A skilled adult can play alongside a young child making the teaching implicit.
It made me realise that this is how the young children in my class without English manage to find their feet so quickly - they learn so much of the mechanics of school by playing alongside their peers and by imitating what they see.
I had similar experiences in Norway when I spent a week in a kindergarten and picked up more words while playing with the children than I ever did by just listening to adults talking. It does make me realise how much harder it is for children who have to join a class at a much older age when there are less opportunities to learn by doing as opposed to listening to instructions and less chances to 'play' outdoors.
By chance this piece by Dr.
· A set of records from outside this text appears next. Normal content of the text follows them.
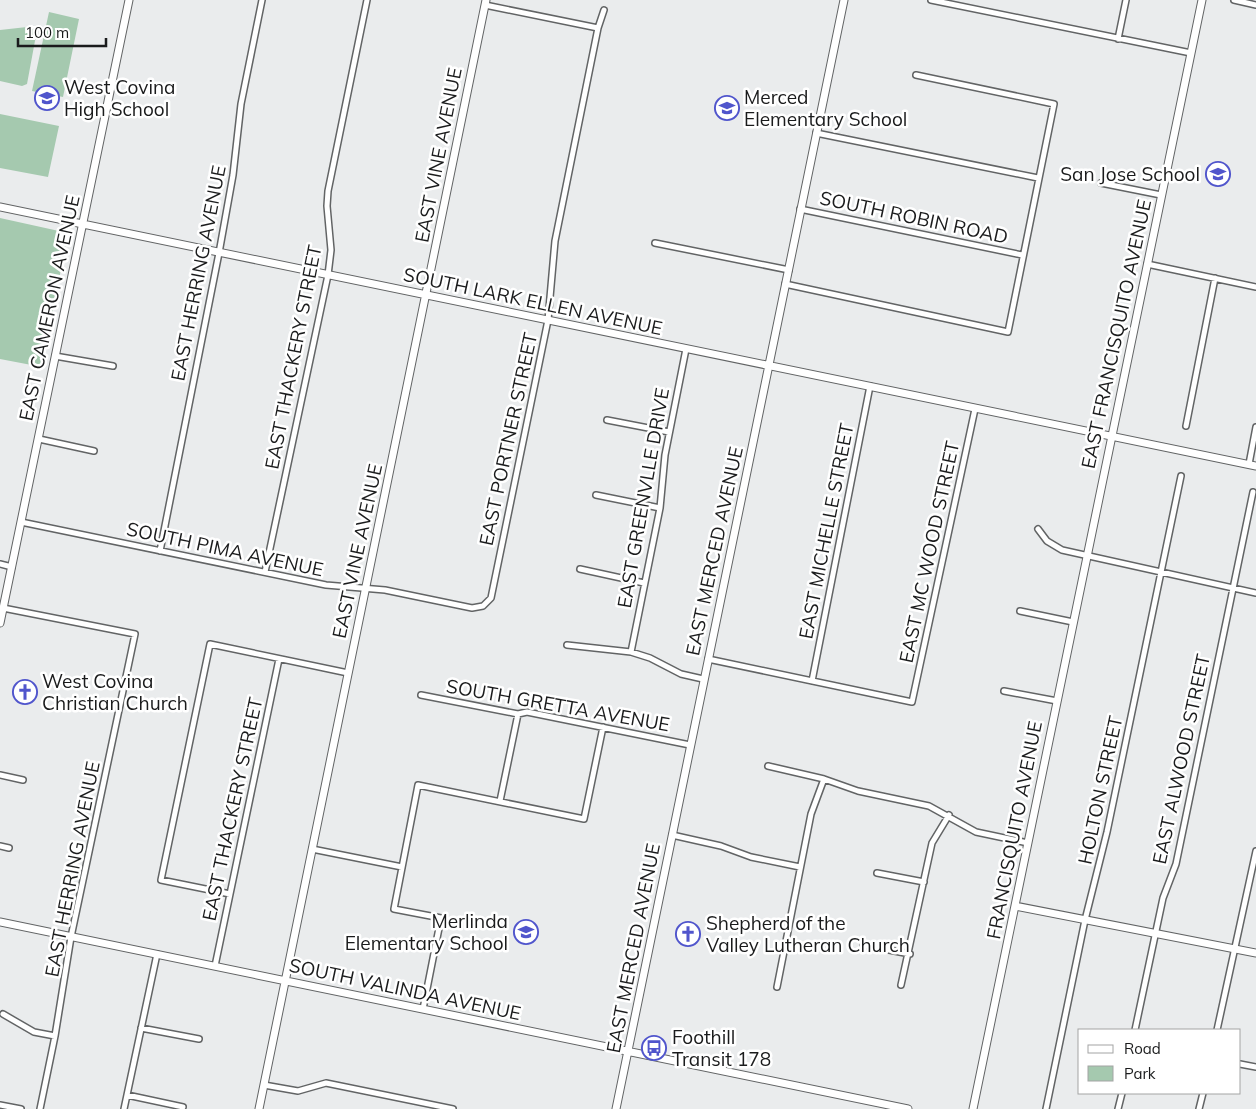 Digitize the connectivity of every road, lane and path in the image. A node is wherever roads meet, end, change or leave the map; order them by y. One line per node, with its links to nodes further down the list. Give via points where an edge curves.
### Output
1 (129, 0): 22 (street, EAST CAMERON AVENUE)
2 (262, 0): 24 (street, EAST HERRING AVENUE, via 241,104 233,175)
3 (367, 0): 28 (street, EAST THACKERY STREET, via 328,192 331,250)
4 (844, 0): 16 (street, EAST MERCED AVENUE)
5 (931, 0): 13 (street)
6 (1126, 0): 13 (street)
7 (1202, 0): 14 (street, EAST FRANCISQUITO AVENUE)
8 (1234, 0): 10 (street)
9 (486, 2): 12 (street); 32 (street, EAST VINE AVENUE)
10 (1256, 5)
11 (604, 10): 12 (street, EAST PORTNER STREET)
12 (598, 28): 33 (street, EAST PORTNER STREET, via 555,240)
13 (1118, 39): 14 (street)
14 (1191, 53): 19 (street, EAST FRANCISQUITO AVENUE)
15 (916, 75): 17 (street, via 1054,104)
16 (816, 133): 17 (street); 21 (street, EAST MERCED AVENUE)
17 (1038, 178): 25 (street)
18 (1101, 183): 19 (street)
19 (1161, 195): 26 (street, EAST FRANCISQUITO AVENUE)
20 (0, 207): 22 (street, SOUTH LARK ELLEN AVENUE)
21 (800, 209): 25 (street, SOUTH ROBIN ROAD); 27 (street, EAST MERCED AVENUE)
22 (84, 224): 24 (street, SOUTH LARK ELLEN AVENUE); 35 (street, EAST CAMERON AVENUE)
23 (655, 242): 27 (street)
24 (219, 252): 28 (street, SOUTH LARK ELLEN AVENUE); 54 (street, EAST HERRING AVENUE)
25 (1022, 255): 30 (street, via 1008,332)
26 (1147, 264): 29 (street); 44 (street, EAST FRANCISQUITO AVENUE)
27 (788, 270): 30 (street, EAST MERCED AVENUE)
28 (328, 275): 32 (street, SOUTH LARK ELLEN AVENUE); 59 (street, EAST THACKERY STREET)
29 (1215, 278): 31 (street); 41 (street)
30 (785, 284): 36 (street, EAST MERCED AVENUE)
31 (1256, 286)
32 (426, 295): 33 (street, SOUTH LARK ELLEN AVENUE); 63 (street, EAST VINE AVENUE)
33 (548, 320): 34 (street, SOUTH LARK ELLEN AVENUE); 65 (street, EAST PORTNER STREET, via 491,598)
34 (686, 349): 36 (street, SOUTH LARK ELLEN AVENUE); 43 (street, EAST GREENVLLE DRIVE)
35 (56, 356): 37 (street); 45 (street, EAST CAMERON AVENUE)
36 (769, 365): 38 (street, SOUTH LARK ELLEN AVENUE); 73 (street, EAST MERCED AVENUE)
37 (113, 366)
38 (870, 386): 39 (street, SOUTH LARK ELLEN AVENUE); 76 (street, EAST MICHELLE STREET)
39 (976, 409): 44 (street, SOUTH LARK ELLEN AVENUE); 76 (street, EAST MC WOOD STREET, via 912,702)
40 (607, 420): 43 (street)
41 (1186, 426)
42 (1256, 428): 47 (street)
43 (669, 432): 51 (street, EAST GREENVLLE DRIVE)
44 (1113, 436): 47 (street, SOUTH LARK ELLEN AVENUE); 55 (street, EAST FRANCISQUITO AVENUE)
45 (39, 439): 46 (street); 52 (street, EAST CAMERON AVENUE)
46 (94, 451)
47 (1252, 465)
48 (1181, 476): 60 (street, HOLTON STREET)
49 (1253, 492): 62 (street, EAST ALWOOD STREET)
50 (596, 495): 51 (street)
51 (660, 508): 61 (street, EAST GREENVLLE DRIVE)
52 (21, 522): 54 (street, SOUTH PIMA AVENUE); 57 (street, EAST CAMERON AVENUE)
53 (1038, 529): 55 (street, via 1062,550)
54 (160, 551): 59 (street, SOUTH PIMA AVENUE)
55 (1086, 557): 60 (street); 68 (street, FRANCISQUITO AVENUE)
56 (0, 564): 57 (street)
57 (12, 567): 66 (street, EAST CAMERON AVENUE)
58 (580, 570): 61 (street)
59 (265, 572): 63 (street, SOUTH PIMA AVENUE, via 326,585)
60 (1160, 573): 62 (street); 101 (street, HOLTON STREET, via 1107,832)
61 (644, 583): 71 (street, EAST GREENVLLE DRIVE)
62 (1233, 588): 64 (street); 103 (street, EAST ALWOOD STREET, via 1176,864 1162,898)
63 (366, 589): 65 (street, SOUTH PIMA AVENUE, via 472,608); 74 (street, EAST VINE AVENUE)
64 (1256, 593)
65 (483, 606)
66 (3, 608): 69 (street, EAST CAMERON AVENUE); 104 (street, EAST HERRING AVENUE, via 135,634)
67 (1020, 611): 68 (street)
68 (1073, 622): 79 (street, FRANCISQUITO AVENUE)
69 (0, 623)
70 (567, 645): 71 (street)
71 (631, 652): 75 (street, via 681,674)
72 (279, 659): 74 (street); 99 (street, EAST THACKERY STREET); 99 (street, via 210,644 162,880)
73 (708, 659): 75 (street, EAST MERCED AVENUE); 76 (street)
74 (348, 673): 93 (street, EAST VINE AVENUE)
75 (703, 679): 82 (street, EAST MERCED AVENUE)
76 (812, 681)
77 (1004, 691): 79 (street)
78 (421, 695): 80 (street, SOUTH GRETTA AVENUE)
79 (1057, 701): 90 (street, FRANCISQUITO AVENUE)
80 (518, 714): 81 (street, SOUTH GRETTA AVENUE, via 527,712); 87 (street)
81 (603, 727): 82 (street, SOUTH GRETTA AVENUE); 87 (street, via 584,819)
82 (690, 744): 89 (street, EAST MERCED AVENUE)
83 (768, 766): 86 (street)
84 (0, 775): 85 (street)
85 (23, 780)
86 (824, 780): 88 (street, via 858,791 929,806); 96 (street, via 811,814)
87 (500, 801): 95 (street, via 418,785)
88 (949, 815): 90 (street, via 976,832); 98 (street, via 932,843)
89 (672, 835): 96 (street); 121 (street, EAST MERCED AVENUE)
90 (1028, 844): 100 (street, FRANCISQUITO AVENUE)
91 (0, 846): 92 (street)
92 (9, 848)
93 (312, 849): 95 (street); 111 (street, EAST VINE AVENUE)
94 (1256, 851): 106 (street)
95 (402, 867): 114 (street, via 394,909 441,918)
96 (800, 867): 113 (street)
97 (877, 873): 98 (street)
98 (924, 882): 109 (street)
99 (230, 894): 110 (street, EAST THACKERY STREET)
100 (1015, 906): 101 (street); 139 (street, FRANCISQUITO AVENUE)
101 (1085, 920): 103 (street); 140 (street, HOLTON STREET)
102 (0, 922): 104 (street, SOUTH VALINDA AVENUE)
103 (1155, 934): 106 (street); 117 (street, EAST ALWOOD STREET)
104 (71, 937): 108 (street, SOUTH VALINDA AVENUE); 119 (street, EAST HERRING AVENUE)
105 (862, 945): 109 (street)
106 (1235, 949): 107 (street); 118 (street)
107 (1256, 953)
108 (157, 954): 110 (street, SOUTH VALINDA AVENUE); 116 (street)
109 (910, 954): 112 (street)
110 (215, 966): 111 (street, SOUTH VALINDA AVENUE)
111 (285, 981): 114 (street, SOUTH VALINDA AVENUE); 124 (street, EAST VINE AVENUE)
112 (901, 985)
113 (777, 987)
114 (423, 1009): 121 (street, SOUTH VALINDA AVENUE)
115 (3, 1014): 119 (street, via 34,1032)
116 (141, 1028): 120 (street); 127 (street)
117 (1135, 1029)
118 (1216, 1029)
119 (55, 1036): 132 (street, EAST HERRING AVENUE)
120 (199, 1039)
121 (628, 1051): 128 (street, SOUTH VALINDA AVENUE); 136 (street, EAST MERCED AVENUE)
122 (1241, 1064): 123 (street)
123 (1256, 1067)
124 (264, 1084): 134 (street, EAST VINE AVENUE); 135 (street, via 298,1092 326,1083)
125 (1122, 1094): 141 (street)
126 (1203, 1094): 142 (street)
127 (127, 1095): 130 (street); 133 (street)
128 (870, 1101): 137 (street); 138 (street, SOUTH VALINDA AVENUE)
129 (0, 1105): 131 (street)
130 (183, 1107)
131 (21, 1109)
132 (40, 1109)
133 (124, 1109)
134 (259, 1109)
135 (453, 1109)
136 (616, 1109)
137 (868, 1109)
138 (908, 1109)
139 (973, 1109)
140 (1046, 1109)
141 (1118, 1109)
142 (1199, 1109)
Scott Sampson ( appeared in my feed today and it reiterated what I was trying to say: being outdoors in nature and playfulness go hand in hand and it was the latter quality that allowed me to interact with the young children at Lauko Darželis.
The sooner we all realise that the preschool experience should be as informal and as outdoor based as possible the better.

You can read some more about the outdoor nurseries in Lithuania in the following posts: On my blog:
And this one over at Takoma Park Cooperative Nursery School:

Friday, 31 July 2015

Choice and Memories. Road trip to Lithuania Part 1!

I was fortunate to be offered a chance to spend a week with 3 friends and early years practitioners from around the world (Martin from Highway Farm Activity Centre, Cornwall, Unnur from Leikskólinn Stekkjarás Iceland and Lesley from Takoma Park Cooperative Nursery Schoool, Washington D.C.) taking part in work shadowing and sharing practice, ideas and experiences with colleagues in 2 outdoor nurseries in Lithuania - one in Vilnius and one in Kaunas.
Lesley, Zilvinas, me, Unnur and Martin.
Our host for the week was Zilvinas Karpis, the founder and impetus behind the outdoor nurseries known as 'Lauko Darzelis' in Lithuania. ( As a parent, Zilvinas, had been disappointed by the lack of outdoor experiences on offer in any of the more traditional nurseries he looked at for his own children. Rather than complain about it and wait for someone else to do something about the situation, he decided to set up an outdoor nursery in the incredible Pavilniai Regional Park in Vilnius last year. This is considered one of the smaller regional parks at only 2127 hectares! 
Over the past year the nursery has renovated a small wooden house in a larger area to provide a cosy indoor space for the children to retreat to in the winter or on very wet days. It is a 2 story building with the upper sloped floor providing a sleeping area for wet or very cold days - otherwise the children sleep outside under canvas to help keep them cool on hot days.
On the day we visited the children had just had their breakfast on the verandah and were ready to head out for a 2 hour walk around the park. They choose a different route every day and we broke up into 2 pairs to go walking with the 2 groups - the under 3's and the older children, the latter also included children over the usual nursery age of  7 as it was summer holidays and the nursery offers a summer camp for those older children who are on school holidays.
Our route took us into an old munitions building and the children had fun climbing up into the building and enjoying the acoustics while they sang before they had fun jumping off the big platform inside. They were lots of different plants to explore in this space too.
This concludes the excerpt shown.